Dollhouse and miniatures: frontdoor and walls
On this picture a
close-up of the front-door. Before making this door, I drove around our village on a Sunday with my camera and made lots of front-door-pictures. On the little picture you can see the original door from a house in Pijnacker. Materials I used: wooden lathes, birch-triplex, plastic triangle lath, selfdrying clay, big paperclips, pins, ironwire and iron-band. |
The bike I bought in a second-hand shop from Terre des Hommes. In the hall will be the stairs, behind that the toilet. On the left under the stairs comes a door to the cellar, which is also to be reached from the kitchen.
A lot of people asked me
how I 'did' the brick: I first painted the boards with
white paint (just normal wall-paint) twice or three
times. It must be a thick layer that's really dry. Then I
painted little pieces (10 x 10 cm, or approximately 4 x 4
inches) at a time with brick colored craft paint. When it
was still wet, I sprinkled fine craft sand on the red
paint. The paint colored the sand red immediately. You
can also buy colored sand intended for "sand
painting" at craft stores in the U.S. Then wait just
for 10 minutes till it's almost dry and scrape away the If the paint is all dry, you can't scrape the red paint neatly without scraping the white paint also. If the paint is too wet, it will fill the joins while scraping. |
|
Do the next small section,
and so on. After this I filled some of the 'bricks' with
a different colour (brown, greenbrown, yellow-red, and
other shades) with a very fine brush - brick by brick.

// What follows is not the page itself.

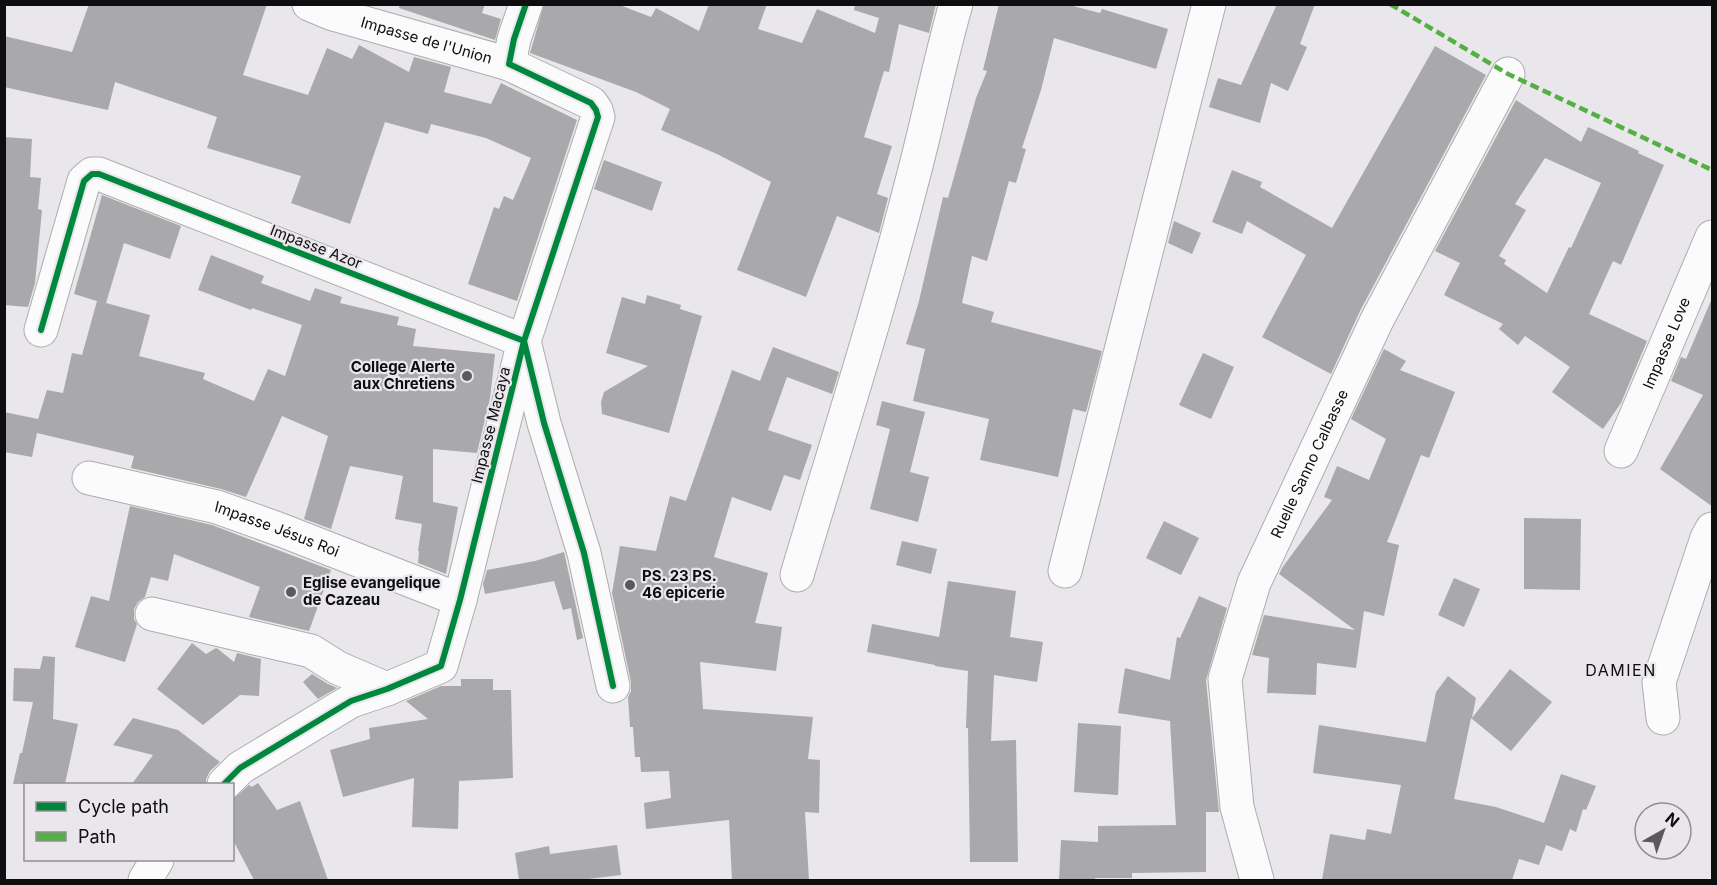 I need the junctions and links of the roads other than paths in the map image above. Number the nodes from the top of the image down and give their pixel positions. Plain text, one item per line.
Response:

Approximately 20 percent has a second color like this. I
didn't like it all red. Over the years the white joins have become lightly beige or yellow because of sun, dust etc. I've noticed that my hard-board was better going then the softer balsa-wood pieces I used for the window sills. Then the paint absorbed into the wood too much. Maybe a good primer-sealer coat first would help in those cases. I also noticed that thick paint works better then new thin paint. The great advantage of this method is that one can always repaint or repair bits and pieces plus make patterns above the windows like real life exactly the size you want. On top of each window I scraped two layers of wood away (the board I used are 5 layers thick and is called Multiplex-wood) to make window 'caps' from little mosaic-tiles. This was also just paint, this time without the sand. The last advantage is that, when I decided the windows fall INto the walls, I could go through painting the insides of the windows till the point it meets the wood of the windows. By the way: I also made the windows myself and they are still not glued so I can change the drapings on my table and wallpapering behind the window-trimming. |
The door from the hall to the
living-room is just finished. I only need to build the thing in my house.
Just like the sliding-doors this door has stained glass. The pattern I
copied from a real door in a house in the Emmapark in our town Pijnacker.
The colors are also copied from the real one. You want to know how I made this, please click here. |
Specially for the bike on the
side-walk, I made a bicycle-punp. Imagine you have a flat tire !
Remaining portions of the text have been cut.